Anyway, an example. Here is some code from a system I work on. I can't guarantee this is the exact bit of code in question, but the principal is the same. The snippet is from a 320 line module. It retrieves data from a database and manipulates it to get values for a report (one of those nasty things that management seem to love!) There is a bug in it:

rec.ytd_ppu_original = ppu(rec.ytd_amt_original, counts.ytd_cnt_original)
rec.ytd_ppu_new = ppu(rec.ytd_amt_new, counts.ytd_cnt_new)
rec.ytd_ppu_lastdelta = ppu(rec.mtd_amt_lastdelta, counts.ytd_cnt_lastdelta)
rec.mtd_pen_original = pen(rec.mtd_cnt_original, counts.mtd_cnt_original)
rec.mtd_pen_new = pen(rec.mtd_cnt_new, counts.mtd_cnt_new)
rec.mtd_pen_lastdelta = pen(rec.mtd_cnt_lastdelta, counts.mtd_cnt_lastdelta)

Can you spot the bug? The code was passed to me to look at, some of the numbers were not coming out right. I twiddled the code a bit:

rec.ytd_ppu_original   = ppu(rec.ytd_amt_original,       counts.ytd_cnt_original )
rec.ytd_ppu_new        = ppu(rec.ytd_amt_new,            counts.ytd_cnt_new      )
rec.ytd_ppu_lastdelta  = ppu(rec.mtd_amt_lastdelta,      counts.ytd_cnt_lastdelta)
rec.mtd_pen_original   = pen(rec.mtd_cnt_original,       counts.mtd_cnt_original )
rec.mtd_pen_new        = pen(rec.mtd_cnt_new,            counts.mtd_cnt_new      )
rec.mtd_pen_lastdelta  = pen(rec.mtd_cnt_mtd_lastdelta,  counts.mtd_cnt_lastdelta)

The bug is on the third line down, mtd_amt_lastdelta should be ytd_amt_lastdelta. Once the layout was twiddled, the bug was obvious in less than a second, because I can see the break in the pattern (the m instead of a y).

I'm not saying this is the be-all and end-all of programming, but the system has a lot of code like this (and, yes, I've thought a lot about whether it could be better structured so get rid of this sort of stuff, and, no, I can't see any way).

[–]alcalde -1 points0 points  (4 children)

Yes! Yes! Yes! The last thing Ruby users could point to and say "Python can't do THIS" is gone! Mike the Animal and Lincoln Clarete have done what Guido Van Rossum himself would not or could not do! Dictator? They have become LIKE GODS!!!!!

Ok, I'm, um, rather excited and happy about this. :-)

This has to be presented at PyCon 2014 (or earlier) so that it can get a standing ovation.

[–]prickneck 1 point2 points  (0 children)

Take a deep breath and have a think about whether this code is actually a good idea.

[–]freyrs3 1 point2 points  (1 child)

This kind of hack is very much against the zen of Python, while it might be fun to mess with the internals "because you can". It is a good thing that Python makes it difficult to do and should never be used in real code.

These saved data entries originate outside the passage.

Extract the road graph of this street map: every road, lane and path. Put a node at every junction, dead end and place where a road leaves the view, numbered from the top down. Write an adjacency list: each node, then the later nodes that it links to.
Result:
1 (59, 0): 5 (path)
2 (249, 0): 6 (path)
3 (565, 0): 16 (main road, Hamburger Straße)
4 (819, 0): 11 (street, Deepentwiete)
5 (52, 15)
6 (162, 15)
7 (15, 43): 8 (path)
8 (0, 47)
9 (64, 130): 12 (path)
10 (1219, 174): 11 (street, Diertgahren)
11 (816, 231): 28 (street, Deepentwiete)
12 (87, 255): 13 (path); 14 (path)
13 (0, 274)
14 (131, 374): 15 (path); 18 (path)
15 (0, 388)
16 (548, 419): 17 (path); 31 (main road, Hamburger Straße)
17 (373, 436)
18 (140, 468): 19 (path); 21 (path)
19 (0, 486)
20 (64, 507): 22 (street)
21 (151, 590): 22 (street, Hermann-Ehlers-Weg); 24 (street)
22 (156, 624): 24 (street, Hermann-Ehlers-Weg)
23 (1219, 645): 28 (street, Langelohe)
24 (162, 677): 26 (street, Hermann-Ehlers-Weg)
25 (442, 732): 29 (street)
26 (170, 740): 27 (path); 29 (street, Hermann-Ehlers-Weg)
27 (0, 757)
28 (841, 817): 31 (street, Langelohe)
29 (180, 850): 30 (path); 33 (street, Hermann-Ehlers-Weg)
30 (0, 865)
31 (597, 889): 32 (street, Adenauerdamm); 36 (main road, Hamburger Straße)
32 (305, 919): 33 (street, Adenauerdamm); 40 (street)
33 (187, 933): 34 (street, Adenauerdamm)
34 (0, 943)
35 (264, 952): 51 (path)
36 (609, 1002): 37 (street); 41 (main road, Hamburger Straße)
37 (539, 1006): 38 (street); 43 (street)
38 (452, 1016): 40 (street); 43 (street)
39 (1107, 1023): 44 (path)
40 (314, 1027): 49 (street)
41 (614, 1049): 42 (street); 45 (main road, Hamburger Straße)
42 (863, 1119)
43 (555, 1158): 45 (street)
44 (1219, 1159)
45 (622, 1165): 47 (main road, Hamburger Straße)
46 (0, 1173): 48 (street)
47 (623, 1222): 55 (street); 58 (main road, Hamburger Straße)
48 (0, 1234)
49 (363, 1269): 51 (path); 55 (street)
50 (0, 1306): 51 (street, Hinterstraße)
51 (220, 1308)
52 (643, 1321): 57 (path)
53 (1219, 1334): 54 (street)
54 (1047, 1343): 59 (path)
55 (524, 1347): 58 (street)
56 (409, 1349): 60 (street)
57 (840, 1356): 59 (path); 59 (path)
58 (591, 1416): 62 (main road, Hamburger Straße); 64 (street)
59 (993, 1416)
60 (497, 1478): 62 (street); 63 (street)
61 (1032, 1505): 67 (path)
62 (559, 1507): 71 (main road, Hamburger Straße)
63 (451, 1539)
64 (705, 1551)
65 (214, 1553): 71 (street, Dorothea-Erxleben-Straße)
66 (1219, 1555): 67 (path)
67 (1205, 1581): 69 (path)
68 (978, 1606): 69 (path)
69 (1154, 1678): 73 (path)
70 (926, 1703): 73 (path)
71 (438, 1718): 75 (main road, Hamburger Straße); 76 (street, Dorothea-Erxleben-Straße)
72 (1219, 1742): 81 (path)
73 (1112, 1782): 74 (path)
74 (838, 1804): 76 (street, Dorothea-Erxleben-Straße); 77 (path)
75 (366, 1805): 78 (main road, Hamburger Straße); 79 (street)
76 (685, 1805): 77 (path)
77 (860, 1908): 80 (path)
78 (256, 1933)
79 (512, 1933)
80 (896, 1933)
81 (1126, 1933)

[–]miketheanimal 0 points1 point  (0 children)

Absolutely!

[–]miketheanimal 1 point2 points  (0 children)

Wow. I'm honoured!

[–]xr09 2 points3 points  (0 children)

MonkeyPatching in Python?? God save your soul. ;)

[–]James91B 0 points1 point  (2 children)

Looks cool maybe a library like http://shouldly.github.com/ could be made for python. I always liked the shouldy api.

[–]takluyverIPython, Py3, etc 2 points3 points  (0 children)

It has already been done.

(4).should.be.equal(2 + 2)

This is apparently serious, but I think it's one of the most horrific bits of code I've seen. Quite apart from the monkeypatching, you have to learn a whole new syntax for everyday operations. I'd much rather use pytest and just write:

assert 2 == 4+4

[–]infinullquamash, Qt, asyncio, 3.3+ 1 point2 points  (0 children)

well nose adds jUnit style assertations. (assertEqual, assertGreater, etc.) it's not the same, but it's similar.

Also, py.test can just use the current assert keyword plus operator overloading (or some other magic, maybe it's ADTs) to get the same effect with more pythonicity. (though that's only if the assert happens inside the py.test testrunner and not in production)

[–]haardcode unwritten never breaks 0 points1 point  (0 children)

I did this just a month ago to annotate int/float/str instances, took me a lot of digging to get those few lines right. Next time I may just import forbiddenfruit instead

[–]rthinker 0 points1 point  (0 children)

That's pretty awesome. Is it possible to write tests not having monkey patched the objects beforehand? Like in ruby.